There was strength in it, but also a weakness due partly to anarchy, partly perhaps also to an aversion for any intellectual pursuits requiring discipline. Thinking aloud, improvising more hispano, was for him a more attractive occupation than building up a well-poised edifice requiring a scrupulous calculation of its logical stresses. He would no doubt retort that many such edifices have been built through the ages so that they now form an imposing Philosophy Avenue, but that no one can live in them who is really alive; and, sad to say, he would be right.

Nevertheless, the admiration he deserves as, with Ortega, the most eminent Spanish man of letters of our century, must be tempered by a recognition of his lack of discipline and of his arbitrariness. Discipline is no prominent feature of great artists.
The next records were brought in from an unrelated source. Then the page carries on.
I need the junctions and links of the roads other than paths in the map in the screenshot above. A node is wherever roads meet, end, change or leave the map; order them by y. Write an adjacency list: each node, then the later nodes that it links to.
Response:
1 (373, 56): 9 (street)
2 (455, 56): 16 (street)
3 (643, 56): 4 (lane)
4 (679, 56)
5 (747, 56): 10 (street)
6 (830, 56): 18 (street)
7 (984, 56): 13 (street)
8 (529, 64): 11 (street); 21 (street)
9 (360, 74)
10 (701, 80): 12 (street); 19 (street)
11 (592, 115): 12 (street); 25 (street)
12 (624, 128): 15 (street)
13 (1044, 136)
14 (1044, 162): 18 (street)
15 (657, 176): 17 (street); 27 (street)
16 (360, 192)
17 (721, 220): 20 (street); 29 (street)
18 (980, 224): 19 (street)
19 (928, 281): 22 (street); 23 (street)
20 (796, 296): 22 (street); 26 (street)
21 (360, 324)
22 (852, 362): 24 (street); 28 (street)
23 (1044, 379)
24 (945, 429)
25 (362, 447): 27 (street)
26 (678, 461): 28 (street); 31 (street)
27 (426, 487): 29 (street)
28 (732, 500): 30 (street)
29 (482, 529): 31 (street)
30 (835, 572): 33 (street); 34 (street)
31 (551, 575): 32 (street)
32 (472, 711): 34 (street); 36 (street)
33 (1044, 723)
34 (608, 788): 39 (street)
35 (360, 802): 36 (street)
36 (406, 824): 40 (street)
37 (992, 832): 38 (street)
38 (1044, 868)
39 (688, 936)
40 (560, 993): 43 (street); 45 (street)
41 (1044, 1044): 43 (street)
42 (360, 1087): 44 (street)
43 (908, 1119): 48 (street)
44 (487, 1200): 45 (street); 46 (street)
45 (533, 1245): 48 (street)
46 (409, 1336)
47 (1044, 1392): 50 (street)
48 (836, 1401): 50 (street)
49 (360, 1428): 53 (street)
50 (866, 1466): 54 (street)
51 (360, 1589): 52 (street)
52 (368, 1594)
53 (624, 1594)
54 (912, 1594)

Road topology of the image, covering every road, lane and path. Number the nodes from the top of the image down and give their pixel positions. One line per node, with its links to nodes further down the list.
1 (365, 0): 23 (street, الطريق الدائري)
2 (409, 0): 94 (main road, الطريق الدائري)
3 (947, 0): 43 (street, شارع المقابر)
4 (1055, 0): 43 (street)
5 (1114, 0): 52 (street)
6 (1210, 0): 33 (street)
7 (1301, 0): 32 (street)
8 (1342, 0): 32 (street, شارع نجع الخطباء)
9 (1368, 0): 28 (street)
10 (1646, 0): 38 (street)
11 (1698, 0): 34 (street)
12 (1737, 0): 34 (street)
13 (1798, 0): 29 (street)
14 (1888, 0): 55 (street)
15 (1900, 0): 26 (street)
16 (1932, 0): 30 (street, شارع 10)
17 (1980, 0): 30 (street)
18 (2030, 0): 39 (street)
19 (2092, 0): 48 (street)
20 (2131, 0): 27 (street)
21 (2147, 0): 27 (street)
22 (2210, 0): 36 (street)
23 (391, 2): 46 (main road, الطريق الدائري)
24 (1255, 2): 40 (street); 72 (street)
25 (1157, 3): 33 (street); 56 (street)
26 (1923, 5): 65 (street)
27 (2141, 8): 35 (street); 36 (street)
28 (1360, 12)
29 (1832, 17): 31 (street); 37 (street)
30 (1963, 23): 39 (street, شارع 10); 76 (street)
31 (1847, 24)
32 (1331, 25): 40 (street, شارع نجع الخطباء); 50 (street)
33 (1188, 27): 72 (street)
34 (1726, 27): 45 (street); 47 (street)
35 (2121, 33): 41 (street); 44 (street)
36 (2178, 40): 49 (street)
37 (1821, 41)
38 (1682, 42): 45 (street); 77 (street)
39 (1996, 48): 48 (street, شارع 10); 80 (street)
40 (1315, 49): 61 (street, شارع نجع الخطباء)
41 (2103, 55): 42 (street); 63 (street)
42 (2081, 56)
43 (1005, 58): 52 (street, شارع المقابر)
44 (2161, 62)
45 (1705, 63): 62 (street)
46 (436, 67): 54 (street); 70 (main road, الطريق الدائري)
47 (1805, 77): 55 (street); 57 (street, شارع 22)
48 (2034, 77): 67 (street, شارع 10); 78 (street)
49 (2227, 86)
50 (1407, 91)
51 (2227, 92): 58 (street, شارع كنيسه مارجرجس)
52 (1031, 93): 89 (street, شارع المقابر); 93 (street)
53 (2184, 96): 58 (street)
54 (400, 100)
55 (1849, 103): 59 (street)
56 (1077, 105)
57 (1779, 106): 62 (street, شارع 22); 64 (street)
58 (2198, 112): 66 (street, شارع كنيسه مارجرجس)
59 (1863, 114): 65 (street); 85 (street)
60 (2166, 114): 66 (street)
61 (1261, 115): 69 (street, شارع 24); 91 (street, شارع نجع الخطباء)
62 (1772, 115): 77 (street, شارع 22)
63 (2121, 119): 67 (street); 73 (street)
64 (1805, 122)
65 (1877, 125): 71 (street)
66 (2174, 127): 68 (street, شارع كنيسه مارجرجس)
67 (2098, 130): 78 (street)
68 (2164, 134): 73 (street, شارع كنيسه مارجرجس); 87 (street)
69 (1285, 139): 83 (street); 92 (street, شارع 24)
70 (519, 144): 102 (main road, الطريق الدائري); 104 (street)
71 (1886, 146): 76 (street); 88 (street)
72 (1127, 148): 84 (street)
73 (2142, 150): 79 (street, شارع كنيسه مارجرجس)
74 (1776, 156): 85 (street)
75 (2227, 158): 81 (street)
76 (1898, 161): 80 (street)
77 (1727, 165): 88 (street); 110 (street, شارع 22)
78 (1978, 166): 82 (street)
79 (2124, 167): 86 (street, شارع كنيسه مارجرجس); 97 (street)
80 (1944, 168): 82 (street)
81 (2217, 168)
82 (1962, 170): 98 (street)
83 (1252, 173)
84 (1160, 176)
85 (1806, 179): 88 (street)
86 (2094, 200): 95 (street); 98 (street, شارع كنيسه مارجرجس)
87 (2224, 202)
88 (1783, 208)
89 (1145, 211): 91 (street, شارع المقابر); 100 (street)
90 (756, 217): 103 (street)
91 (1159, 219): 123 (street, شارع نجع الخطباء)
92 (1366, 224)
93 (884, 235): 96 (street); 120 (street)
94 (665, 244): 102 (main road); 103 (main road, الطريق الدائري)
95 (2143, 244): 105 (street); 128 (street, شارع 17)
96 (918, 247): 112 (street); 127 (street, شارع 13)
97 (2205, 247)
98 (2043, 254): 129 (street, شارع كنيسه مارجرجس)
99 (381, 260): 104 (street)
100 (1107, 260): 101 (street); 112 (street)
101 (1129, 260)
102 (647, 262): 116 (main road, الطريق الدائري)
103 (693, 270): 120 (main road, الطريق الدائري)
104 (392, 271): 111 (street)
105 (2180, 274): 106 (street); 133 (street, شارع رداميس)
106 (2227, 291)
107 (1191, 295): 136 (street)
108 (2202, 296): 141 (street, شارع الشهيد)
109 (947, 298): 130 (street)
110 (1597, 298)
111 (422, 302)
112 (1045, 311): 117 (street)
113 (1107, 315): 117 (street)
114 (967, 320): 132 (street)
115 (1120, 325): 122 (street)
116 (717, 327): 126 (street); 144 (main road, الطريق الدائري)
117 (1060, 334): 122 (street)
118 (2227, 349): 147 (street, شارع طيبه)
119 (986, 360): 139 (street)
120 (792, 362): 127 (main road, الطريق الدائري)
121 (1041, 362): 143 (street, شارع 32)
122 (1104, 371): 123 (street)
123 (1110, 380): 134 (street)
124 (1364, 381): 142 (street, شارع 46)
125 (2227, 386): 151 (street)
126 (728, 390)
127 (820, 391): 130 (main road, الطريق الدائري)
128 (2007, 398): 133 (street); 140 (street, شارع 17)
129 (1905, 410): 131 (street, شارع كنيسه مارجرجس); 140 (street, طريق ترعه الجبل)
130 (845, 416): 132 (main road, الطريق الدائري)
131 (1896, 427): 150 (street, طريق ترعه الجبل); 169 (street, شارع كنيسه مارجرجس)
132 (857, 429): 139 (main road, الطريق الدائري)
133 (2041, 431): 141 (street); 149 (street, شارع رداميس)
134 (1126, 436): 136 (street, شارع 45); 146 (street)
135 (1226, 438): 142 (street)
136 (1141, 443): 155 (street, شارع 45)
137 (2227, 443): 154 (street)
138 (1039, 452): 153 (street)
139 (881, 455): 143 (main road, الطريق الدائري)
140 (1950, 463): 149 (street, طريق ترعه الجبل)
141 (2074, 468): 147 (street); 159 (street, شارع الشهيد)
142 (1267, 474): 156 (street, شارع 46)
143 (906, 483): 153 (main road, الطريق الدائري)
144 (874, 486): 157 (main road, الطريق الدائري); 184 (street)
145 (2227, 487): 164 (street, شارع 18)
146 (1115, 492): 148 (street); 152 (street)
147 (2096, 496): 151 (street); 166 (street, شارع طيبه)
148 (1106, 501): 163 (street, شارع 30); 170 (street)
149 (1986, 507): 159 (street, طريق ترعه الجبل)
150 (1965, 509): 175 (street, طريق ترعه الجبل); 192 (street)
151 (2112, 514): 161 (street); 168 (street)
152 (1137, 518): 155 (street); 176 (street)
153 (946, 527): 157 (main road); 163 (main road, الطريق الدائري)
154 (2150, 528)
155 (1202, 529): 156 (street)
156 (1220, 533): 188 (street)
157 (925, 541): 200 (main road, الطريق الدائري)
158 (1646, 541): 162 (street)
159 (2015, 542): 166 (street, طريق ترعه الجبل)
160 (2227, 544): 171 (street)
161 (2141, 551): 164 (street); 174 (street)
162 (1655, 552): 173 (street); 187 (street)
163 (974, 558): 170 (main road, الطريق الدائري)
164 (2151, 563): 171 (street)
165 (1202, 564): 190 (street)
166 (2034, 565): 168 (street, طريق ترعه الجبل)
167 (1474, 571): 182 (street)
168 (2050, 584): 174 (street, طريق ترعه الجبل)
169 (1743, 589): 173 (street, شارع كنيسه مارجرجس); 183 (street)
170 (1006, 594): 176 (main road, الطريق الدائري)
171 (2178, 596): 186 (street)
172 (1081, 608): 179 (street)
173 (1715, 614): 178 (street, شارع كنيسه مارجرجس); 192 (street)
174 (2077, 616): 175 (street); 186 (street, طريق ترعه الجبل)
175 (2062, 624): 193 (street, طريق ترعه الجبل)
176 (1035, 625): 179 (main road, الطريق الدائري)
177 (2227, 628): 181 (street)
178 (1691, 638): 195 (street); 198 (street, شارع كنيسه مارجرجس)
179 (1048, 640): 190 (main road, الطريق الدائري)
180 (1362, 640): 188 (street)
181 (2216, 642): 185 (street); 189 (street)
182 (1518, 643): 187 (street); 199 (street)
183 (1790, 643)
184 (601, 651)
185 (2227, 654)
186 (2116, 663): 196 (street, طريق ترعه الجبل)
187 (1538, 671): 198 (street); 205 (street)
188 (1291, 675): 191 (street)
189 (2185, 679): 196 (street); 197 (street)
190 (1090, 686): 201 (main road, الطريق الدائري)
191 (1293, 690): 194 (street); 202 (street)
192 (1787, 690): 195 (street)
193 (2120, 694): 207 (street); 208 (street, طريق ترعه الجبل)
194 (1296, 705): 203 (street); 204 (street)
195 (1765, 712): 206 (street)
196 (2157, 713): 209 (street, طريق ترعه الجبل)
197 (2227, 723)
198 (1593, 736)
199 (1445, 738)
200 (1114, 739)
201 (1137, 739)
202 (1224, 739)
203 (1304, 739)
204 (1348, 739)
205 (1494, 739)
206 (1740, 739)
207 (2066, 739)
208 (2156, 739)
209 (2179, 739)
There was not much of it in Shakespeare, or in Lope de Vega; on the other hand, too much of it spoils, one fancies, the all too perfect work of Racine. Be that as it may, there are too many moments in which Unamuno is undisciplined not because life surges in him with so much strength that he cannot canalize it (Shakespeare’s case), but because he just lets himself go, thinking no doubt that all that shines in him is gold.

Within every author, a critic must be on the watch. Unamuno’s self-critic was not up to the mark. There were at least three reasons for this. The first was his “nothing-less-than-the-whole-man” attitude: everything that was thrown up had to be accepted. The second was his irrational vent: if what turned up was absurd, so much the better. The third was Unamuno’s pronounced masculinity, a typical Basque feature. He was more of a genius than a talent, in contrast with Ortega who was more of a talent than a genius. In the work of creation, genius is the fecundating, masculine force; talent, the feminine, shaping capacity. Unamuno was lacking in that subtle critical talent which exerts itself prenatally on the work of art and sees that its body is shapely.

* * *

The chief paradox of Unamuno’s life, however, may well be that this apostle of life, this eloquent advocate of irrationality and experience versus reason and intellectualism, lived mostly in the mind, gathered but little outward experience, and often mistook his thoughts on life for life itself. He was a professor of Greek; he lived a regular, middle-class simple man’s life, in the bosom of an exemplary family: regular meals, regular walks, regular classes; he now and then vibrated with the “high frequency” of hectic political events, knew exile but found no interest in Paris and secluded himself in Hendaye, returned to Spain, passed through the Republic like something between a meteor and a ghost, and on finding that the events of 1936 did not let him carry on his quiet way of living in his beloved retreat of Salamanca, he died.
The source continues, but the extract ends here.